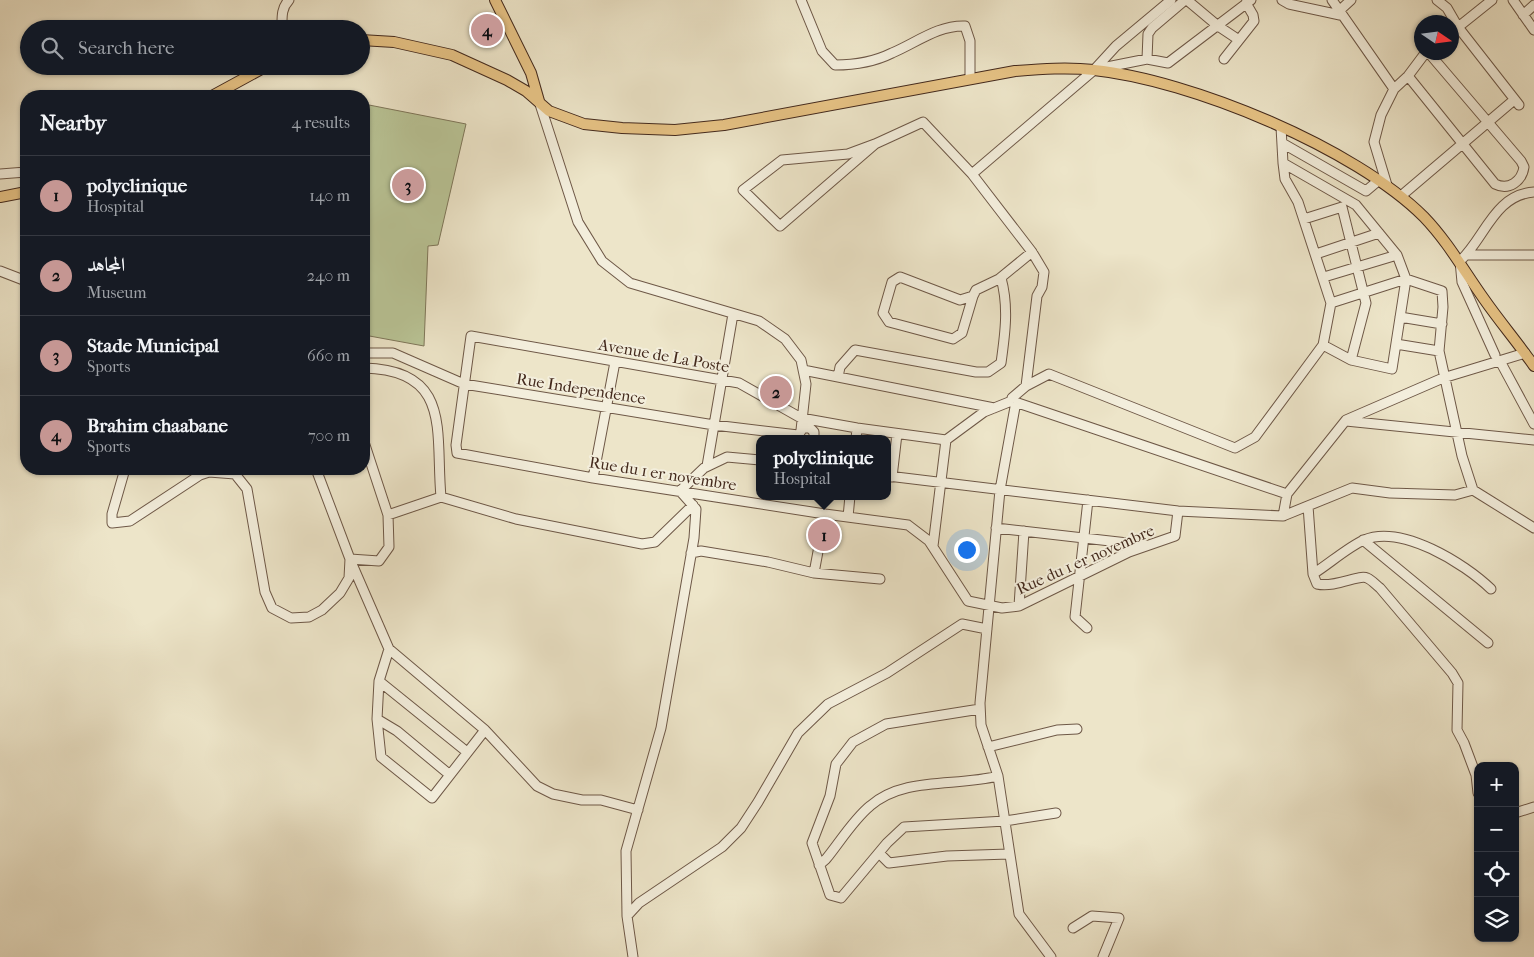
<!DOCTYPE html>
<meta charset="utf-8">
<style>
:root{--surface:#171b24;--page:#242831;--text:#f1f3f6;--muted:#9ea1a6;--line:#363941;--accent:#c59692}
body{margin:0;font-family:"IM FELL French Canon",Amiri,serif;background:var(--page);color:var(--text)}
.controls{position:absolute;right:15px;bottom:15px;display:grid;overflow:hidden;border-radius:10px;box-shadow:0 1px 4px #0004}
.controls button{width:45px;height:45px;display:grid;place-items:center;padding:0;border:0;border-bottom:1px solid var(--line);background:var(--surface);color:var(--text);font:25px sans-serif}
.compass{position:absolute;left:1414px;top:15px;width:45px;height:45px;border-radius:50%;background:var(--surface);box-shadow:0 1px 4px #0004;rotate:103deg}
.you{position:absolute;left:966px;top:549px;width:18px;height:18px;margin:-12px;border:4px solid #fff;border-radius:50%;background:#1a73e8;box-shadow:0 0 0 8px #1a73e833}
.badge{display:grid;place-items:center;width:32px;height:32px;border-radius:50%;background:var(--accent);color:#111;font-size:16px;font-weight:700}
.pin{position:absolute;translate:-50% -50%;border:2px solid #fff;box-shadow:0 1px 5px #0006}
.popup{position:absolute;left:756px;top:435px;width:135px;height:65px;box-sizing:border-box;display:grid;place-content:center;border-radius:10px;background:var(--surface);filter:drop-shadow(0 1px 4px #0005);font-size:16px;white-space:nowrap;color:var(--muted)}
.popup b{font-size:19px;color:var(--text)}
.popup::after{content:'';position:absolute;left:50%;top:100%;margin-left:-10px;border:10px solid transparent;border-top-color:var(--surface)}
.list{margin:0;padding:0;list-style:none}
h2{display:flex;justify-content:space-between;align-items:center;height:65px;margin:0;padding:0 20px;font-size:21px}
h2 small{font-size:16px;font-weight:400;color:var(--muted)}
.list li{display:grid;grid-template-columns:32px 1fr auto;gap:15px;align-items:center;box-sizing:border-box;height:80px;padding:0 20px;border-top:1px solid var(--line)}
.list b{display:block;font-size:19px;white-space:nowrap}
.list p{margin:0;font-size:16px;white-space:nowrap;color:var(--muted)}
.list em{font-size:16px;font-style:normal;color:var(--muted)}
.icon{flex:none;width:28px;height:28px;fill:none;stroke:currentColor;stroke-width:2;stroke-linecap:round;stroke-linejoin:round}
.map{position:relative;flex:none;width:1534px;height:957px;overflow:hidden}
.search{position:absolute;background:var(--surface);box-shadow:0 1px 4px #0004;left:20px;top:20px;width:350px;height:55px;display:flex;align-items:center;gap:12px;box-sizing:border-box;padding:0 18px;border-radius:28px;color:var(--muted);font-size:19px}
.panel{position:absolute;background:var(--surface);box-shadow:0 1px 4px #0004;left:20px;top:90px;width:350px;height:385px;border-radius:20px}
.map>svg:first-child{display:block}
</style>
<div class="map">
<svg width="1534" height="957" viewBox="0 0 1534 957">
<rect width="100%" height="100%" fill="#ede5c9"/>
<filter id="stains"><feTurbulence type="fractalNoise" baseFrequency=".004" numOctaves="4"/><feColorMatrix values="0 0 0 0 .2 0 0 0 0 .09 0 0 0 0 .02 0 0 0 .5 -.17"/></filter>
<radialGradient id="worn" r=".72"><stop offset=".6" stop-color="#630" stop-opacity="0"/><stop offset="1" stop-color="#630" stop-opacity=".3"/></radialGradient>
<path fill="#b9c496" stroke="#7e7659" d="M364,104L466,124L438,245L428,246L424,346L364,335Z"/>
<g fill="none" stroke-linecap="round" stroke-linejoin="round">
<g stroke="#6e5847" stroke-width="11">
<path id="minor" d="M801,0L822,51L835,65C856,65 874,62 892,53C916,43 938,25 965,26L970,41V79
M1187,0L1218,26L1239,40
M1282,0L1289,4L1340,15
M1332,0L1394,89
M1437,0L1447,8L1458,27L1519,105
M1513,0L1534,30
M1339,11L1351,0
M1523,15L1534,5
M282,29C282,18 281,8 289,0
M1452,32L1492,0
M1147,59L1148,34L1152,28L1185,0
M1224,59L1254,21L1253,15L1246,3
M1097,69L1147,59L1168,63L1251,0
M1408,76L1495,184C1509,191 1522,181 1524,167L1521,161L1428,52
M539,101L578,222L602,261L630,283L759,321L785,339L801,360L806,384L801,430
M1281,127L1283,163L1356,205L1397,255L1406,279L1392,369L1351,360L1323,345
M1282,143L1366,191L1379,180
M875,144L848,154L782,160L743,190L780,226L875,144L923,122L972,174
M1283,163L1285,179L1298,202L1331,303
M0,174L26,172
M1387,185L1374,142L1381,115L1394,89L1408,76L1426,52
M1401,196L1514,100
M1304,219L1342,207L1366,303L1351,360
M1316,254L1379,233
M1466,255H1534
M0,271L26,281
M1324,277L1397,255
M973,296L962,333L953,339L889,322L883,313L892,282L900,277L960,300L973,296L976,290L999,279L1032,252
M1400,317L1442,324
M1396,344L1439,351
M364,353H393L464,384L714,425L798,435
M1495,355L1462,282L1460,261C1485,238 1494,195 1534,192
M1500,361L1534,424
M364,368C453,370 435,433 441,497L516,519L642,544L655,542L693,505
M803,370L994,408
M838,377L840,367L855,350L976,372H988L1001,363C1005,334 1009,307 1001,278
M1026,386L1037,296L1042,287L1044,272L1032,252L972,174L1094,70L1116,46L1171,0
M1012,398L1026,386L1049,374L1235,448L1255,437L1323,345L1331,303L1406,279L1442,291L1443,307L1439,351L1462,456L1473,490L1455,495L1390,493L1352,488L1283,516
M1009,402L984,412L946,440L857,428L801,418L739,383L471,336L456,445L457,453L593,478L825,514L908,525L929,541L968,601L1002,608L1019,606L1129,552L1175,536L1178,511
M1018,403L1287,494
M1015,407L1000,490L980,703L981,725L998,776L1019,914L1051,957
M1346,421L1534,440
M799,434L803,428H810L814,432V439
M856,439L857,428
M707,466L733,314
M125,469L112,514V523L130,521L200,475L209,472L235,474L247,489L265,592L272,608L291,618L309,617L322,610L340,593L349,578L350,559
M316,469L350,559L379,561L389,547L388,515L364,442
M888,476L1178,511L1283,516L1287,494L1346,420L1443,378L1525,353
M892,477L897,434
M593,478L615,362
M1473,490L1534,528
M1308,506L1313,574L1317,584C1336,588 1359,574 1367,578C1372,580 1376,585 1380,588L1452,673L1458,683L1457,730L1464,743L1476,775L1478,793
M388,515L441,497
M848,517L850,496
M996,528L1145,545
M1363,540L1488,643
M933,546L946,440
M691,553L701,551L768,562L814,573L880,579
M352,564L389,649L485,730L537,786L553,794L582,800H601L638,810
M814,573L825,514
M1313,574C1329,564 1348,547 1364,540C1401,524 1464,563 1491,589
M1019,606L1024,531
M1087,628L1075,617L1088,500
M389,649L379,681L377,719L381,757L432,798L485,730
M379,681L467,752
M980,709L886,724L853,742L836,764L830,796L812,843L830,895L841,898L887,843L904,827L1005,821L1056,813
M377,719L397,731L450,775
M988,747L1057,730L1077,729
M1515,813L1534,807
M879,853L889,863L947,856L1009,854
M819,865L826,859C840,842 853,820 870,806C904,776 956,787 998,776
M627,916L639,903L722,847L741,828L758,802L798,733L828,704L887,673L962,624L987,629
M1073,928L1092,916L1119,918L1103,957
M633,957L627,916L626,851L661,728L694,538L696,509L680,491L704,468L727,457L760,460"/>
</g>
<g stroke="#43291c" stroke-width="12">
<path id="major" d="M495,0L531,73L539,101
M361,40L394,42L452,55L507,80L526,91L549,111L584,124L622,128L675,130L724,125L1015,71C1041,69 1068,67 1094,70C1191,80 1355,148 1424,217C1448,242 1464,271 1484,299C1500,322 1518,343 1534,366
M212,96L267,66
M0,197L26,192"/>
</g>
<use href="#minor" stroke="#f3eedc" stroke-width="9"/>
<use href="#major" stroke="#e6c284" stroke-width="10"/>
</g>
<g text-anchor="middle" stroke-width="4" stroke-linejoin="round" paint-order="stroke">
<g font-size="16" fill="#43291c" stroke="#f3eedc">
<text transform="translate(664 355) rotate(10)" y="6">Avenue de La Poste</text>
<text transform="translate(581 388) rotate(9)" y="6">Rue Independence</text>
<text transform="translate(663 473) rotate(9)" y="6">Rue du 1 er novembre</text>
<text transform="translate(1085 559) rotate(-24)" y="6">Rue du 1 er novembre</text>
</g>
</g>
<rect width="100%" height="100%" filter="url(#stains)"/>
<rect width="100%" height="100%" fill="url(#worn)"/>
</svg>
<div class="controls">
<button>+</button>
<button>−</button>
<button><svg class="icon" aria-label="locate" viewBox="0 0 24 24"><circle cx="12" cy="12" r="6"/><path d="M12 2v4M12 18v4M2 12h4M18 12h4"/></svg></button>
<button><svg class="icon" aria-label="layers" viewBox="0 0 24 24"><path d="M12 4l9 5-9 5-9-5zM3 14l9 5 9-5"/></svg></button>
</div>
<svg class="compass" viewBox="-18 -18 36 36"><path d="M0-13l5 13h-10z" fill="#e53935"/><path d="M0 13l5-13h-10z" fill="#9ea1a6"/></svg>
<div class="you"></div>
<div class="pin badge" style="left:824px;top:535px">1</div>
<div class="popup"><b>polyclinique</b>Hospital</div>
<div class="pin badge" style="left:776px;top:392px">2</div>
<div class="pin badge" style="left:408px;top:185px">3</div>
<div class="pin badge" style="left:487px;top:30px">4</div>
<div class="search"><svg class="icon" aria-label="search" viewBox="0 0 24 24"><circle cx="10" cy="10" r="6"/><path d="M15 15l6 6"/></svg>Search here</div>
<section class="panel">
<h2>Nearby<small>4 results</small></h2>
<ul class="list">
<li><span class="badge">1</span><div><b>polyclinique</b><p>Hospital</p></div><em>140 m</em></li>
<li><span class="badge">2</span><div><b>المجاهد</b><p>Museum</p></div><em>240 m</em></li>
<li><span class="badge">3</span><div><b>Stade Municipal</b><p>Sports</p></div><em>660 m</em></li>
<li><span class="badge">4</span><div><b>Brahim chaabane</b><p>Sports</p></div><em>700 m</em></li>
</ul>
</section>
</div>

Task goal:
Out of the preceding entries, pull every line containing the string "linecap".

Exercise solution:
.icon{flex:none;width:28px;height:28px;fill:none;stroke:currentColor;stroke-width:2;stroke-linecap:round;stroke-linejoin:round}
<g fill="none" stroke-linecap="round" stroke-linejoin="round">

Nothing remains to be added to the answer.